National Identity Focus of Trip to Scotland
Students in Britt Cartrite’s Spring Term class studied the phenomenon of Scottish nationalism while traveling throughout the country.
In order to better understand how Scots see themselves, the Alma College class visited 11 different areas of Scotland, including the Borders region, the Western Isles and the Central belt.
“We intentionally go to different regions we feel reflect the diversity of Scottish identity,” says Cartrite. “We also went to the Shetland Islands, where people don’t think of themselves as Scottish at all.”
Alma students visit the Highlands.
Oscoda sophomore Megan Lamrock fulfilled a long-time wish when the class visited the Highlands region. Luckily, the area didn’t disappoint.
“If I live to be 100 years old, I’ll never forget the sheer beauty of the Highlands,” she says. “There’s something almost magical about it.”
Throughout their travels, students had the opportunity to discuss identity with locals, meet with politicians and hike.
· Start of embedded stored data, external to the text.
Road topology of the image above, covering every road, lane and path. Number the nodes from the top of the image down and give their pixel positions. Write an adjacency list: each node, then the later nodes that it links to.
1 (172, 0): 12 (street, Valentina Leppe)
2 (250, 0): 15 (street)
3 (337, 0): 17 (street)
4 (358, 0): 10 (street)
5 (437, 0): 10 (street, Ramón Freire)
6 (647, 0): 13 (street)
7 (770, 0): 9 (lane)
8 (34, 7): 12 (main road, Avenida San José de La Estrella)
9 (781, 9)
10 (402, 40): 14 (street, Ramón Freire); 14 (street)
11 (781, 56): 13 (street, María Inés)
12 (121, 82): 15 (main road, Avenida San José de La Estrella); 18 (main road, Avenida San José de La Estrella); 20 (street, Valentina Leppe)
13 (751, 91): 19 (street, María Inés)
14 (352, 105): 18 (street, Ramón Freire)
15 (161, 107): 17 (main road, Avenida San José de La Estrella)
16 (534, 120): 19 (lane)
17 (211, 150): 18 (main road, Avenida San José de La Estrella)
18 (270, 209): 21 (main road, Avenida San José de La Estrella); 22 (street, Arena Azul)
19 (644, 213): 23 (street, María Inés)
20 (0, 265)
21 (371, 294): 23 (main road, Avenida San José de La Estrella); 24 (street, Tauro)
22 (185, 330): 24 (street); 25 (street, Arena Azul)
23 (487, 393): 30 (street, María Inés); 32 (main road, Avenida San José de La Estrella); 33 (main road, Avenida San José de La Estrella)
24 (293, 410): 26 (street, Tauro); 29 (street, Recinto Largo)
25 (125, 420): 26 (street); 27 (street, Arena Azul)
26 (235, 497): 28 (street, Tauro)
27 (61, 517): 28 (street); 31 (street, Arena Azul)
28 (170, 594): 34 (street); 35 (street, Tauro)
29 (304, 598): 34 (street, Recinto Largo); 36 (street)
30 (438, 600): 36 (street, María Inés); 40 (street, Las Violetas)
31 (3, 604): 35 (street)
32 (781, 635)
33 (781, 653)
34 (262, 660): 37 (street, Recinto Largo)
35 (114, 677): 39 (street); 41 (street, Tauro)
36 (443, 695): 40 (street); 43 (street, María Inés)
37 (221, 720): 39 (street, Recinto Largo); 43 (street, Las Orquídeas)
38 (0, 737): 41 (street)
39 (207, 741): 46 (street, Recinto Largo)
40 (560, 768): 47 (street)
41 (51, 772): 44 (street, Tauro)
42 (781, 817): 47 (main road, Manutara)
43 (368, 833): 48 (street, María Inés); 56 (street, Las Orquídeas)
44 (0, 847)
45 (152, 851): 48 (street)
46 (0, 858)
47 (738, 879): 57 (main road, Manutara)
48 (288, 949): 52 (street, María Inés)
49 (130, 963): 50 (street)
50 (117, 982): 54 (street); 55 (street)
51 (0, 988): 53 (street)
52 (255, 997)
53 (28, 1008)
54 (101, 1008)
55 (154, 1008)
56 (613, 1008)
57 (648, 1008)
They also read influential novels in the places the plots were set, something Lamrock says she especially enjoyed.
“Reading the novels in this way really made everything come alive,” she says. “It helped us picture life for the Scots in different times.”
Island of Skye
In addition, the class visited a number of battle sites and museums. Along the way, Cartrite, an associate professor of political science, made sure to emphasize each stop’s purpose.
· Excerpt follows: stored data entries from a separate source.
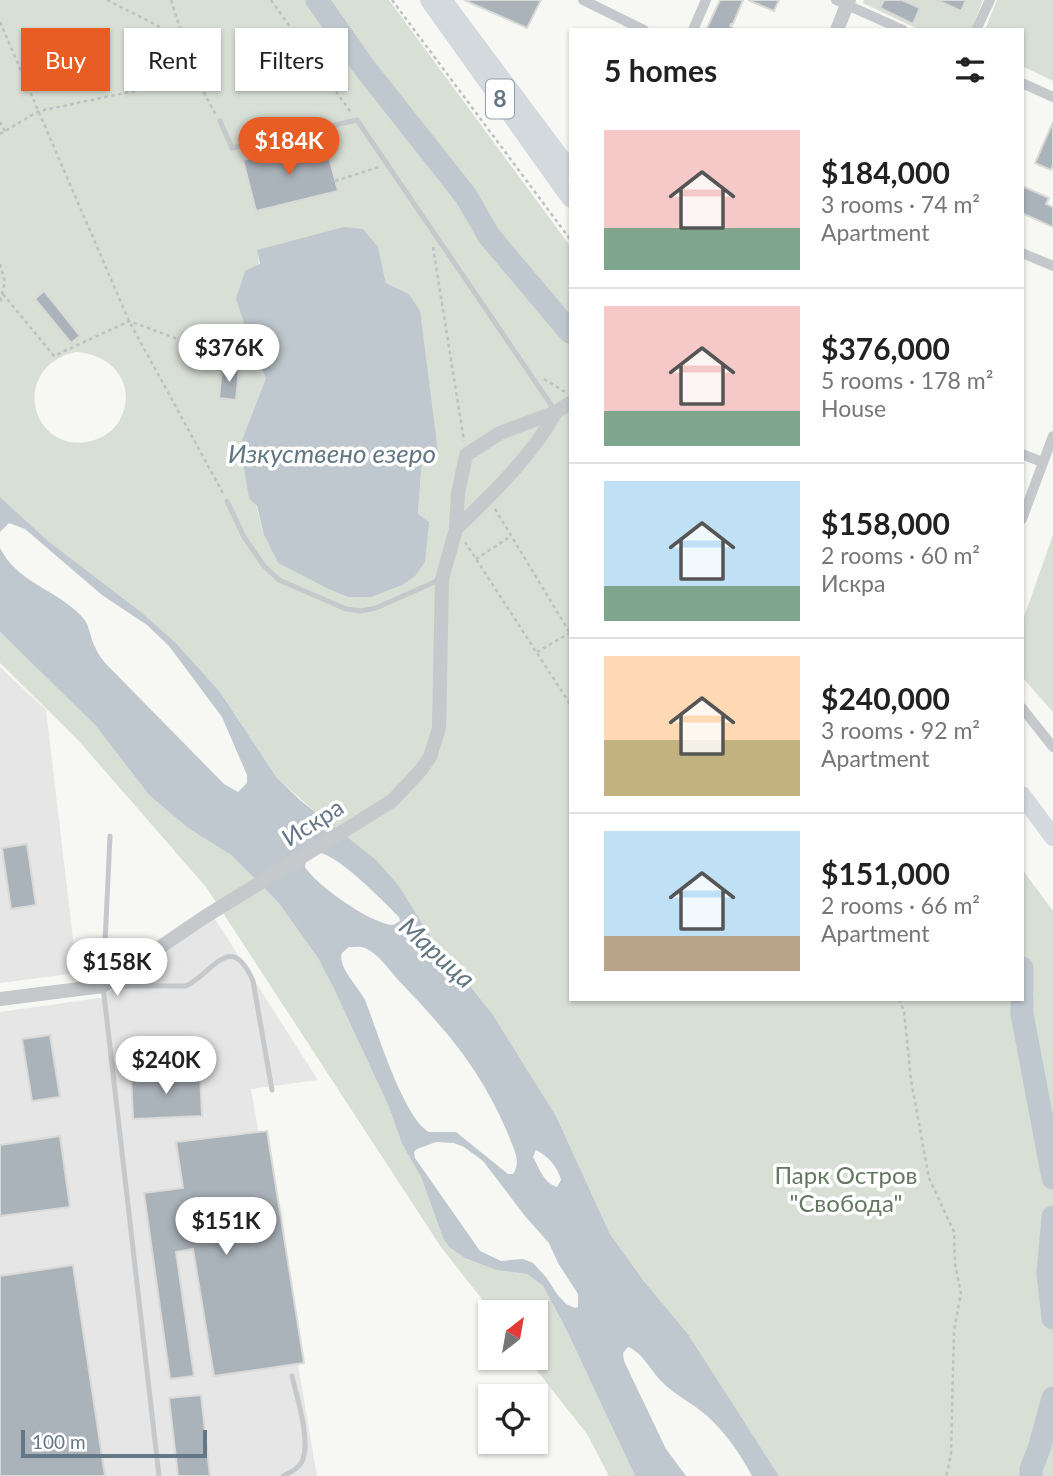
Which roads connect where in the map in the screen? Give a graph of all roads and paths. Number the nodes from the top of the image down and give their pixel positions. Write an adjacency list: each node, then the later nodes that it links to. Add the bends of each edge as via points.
1 (107, 0): 12 (path)
2 (172, 0): 13 (path)
3 (271, 0): 24 (path)
4 (392, 0): 34 (path)
5 (429, 0): 32 (main road, 8)
6 (443, 0): 30 (main road, 8)
7 (583, 0): 14 (street)
8 (706, 0): 15 (street)
9 (990, 0): 18 (street)
10 (844, 2): 16 (street); 17 (street)
11 (0, 22): 23 (path)
12 (162, 28)
13 (180, 28)
14 (640, 28)
15 (694, 28)
16 (838, 28)
17 (899, 28)
18 (977, 28)
19 (1024, 84): 22 (street)
20 (134, 91): 23 (path)
21 (203, 91): 25 (path)
22 (1053, 97)
23 (39, 111): 27 (path); 40 (path)
24 (357, 120): 25 (lane, via 232,148); 29 (lane)
25 (220, 121)
26 (0, 122): 27 (path)
27 (5, 131): 28 (path)
28 (0, 134)
29 (388, 164): 31 (path); 33 (lane)
30 (569, 169)
31 (335, 181)
32 (569, 197)
33 (429, 223): 42 (lane); 47 (path)
34 (569, 238)
35 (1024, 254): 37 (street)
36 (0, 264): 38 (path)
37 (1053, 266)
38 (3, 295): 39 (path); 40 (path, via 55,357)
39 (0, 302)
40 (129, 321): 41 (path); 51 (path)
41 (243, 363)
42 (526, 367): 43 (path); 45 (lane)
43 (569, 395)
44 (569, 404): 45 (street)
45 (556, 412): 47 (street, via 500,433); 50 (street, via 546,431)
46 (1053, 436): 49 (street)
47 (466, 455): 53 (street, Искра)
48 (1024, 455): 49 (street)
49 (1042, 462): 52 (street)
50 (488, 498): 53 (street); 54 (path)
51 (227, 501): 56 (lane, via 244,537 279,580 346,609 376,608)
52 (1024, 513)
53 (456, 529): 55 (path); 56 (street, Искра)
54 (511, 536): 55 (path); 57 (path)
55 (476, 559): 59 (path)
56 (442, 579): 66 (street, Искра, via 437,736 421,770 391,801)
57 (569, 631)
58 (569, 634): 59 (path)
59 (537, 652): 60 (path)
60 (569, 702)
61 (1024, 711): 62 (street)
62 (1053, 747)
63 (1024, 798): 65 (main road)
64 (110, 836): 66 (lane)
65 (1053, 837)
66 (103, 986): 67 (street, Искра); 69 (lane, via 186,986 217,961 238,958 253,981); 71 (lane)
67 (0, 999)
68 (900, 1001): 73 (path, via 929,1178 954,1232 961,1293 954,1331 951,1455)
69 (272, 1090)
70 (292, 1376): 72 (lane, via 305,1441 303,1460)
71 (159, 1476)
72 (283, 1476)
73 (946, 1476)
“Modern museums are built as an experience, so I push students to be aware of the kinds of messages that they’re taking in,” he says. “You have to step back, unpack it and think about it.”
Regardless of the day or activity, it was important to Cartrite, whose research background is in nationalism and ethnic politics, that students problematize identity.
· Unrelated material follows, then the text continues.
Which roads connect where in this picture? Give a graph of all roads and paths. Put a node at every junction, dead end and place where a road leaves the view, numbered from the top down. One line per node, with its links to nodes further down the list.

“Even though we take American identity for granted, it’s something we all were taught,” he says. “It’s something we have been convinced is real, so we start believe it’s real. The same thing happens in Scotland, but it’s much more contested.”
Once students are back on American soil, Cartrite says students are able to appreciate not only how much they saw and did, but also how much diversity they experienced. For Lamrock, this certainly is true.
“The class opened my eyes to how different the people of one nation can be,” says Lamrock. “The stereotypical ‘Scotland’ with bagpipes and kilts is hard to find. The Scottish identity is made of all different smaller identities from every corner of the country.”
Because alumni love connecting with students, Cartrite plans to create a shorter version of the class for both alumni and students during Spring Term 2012.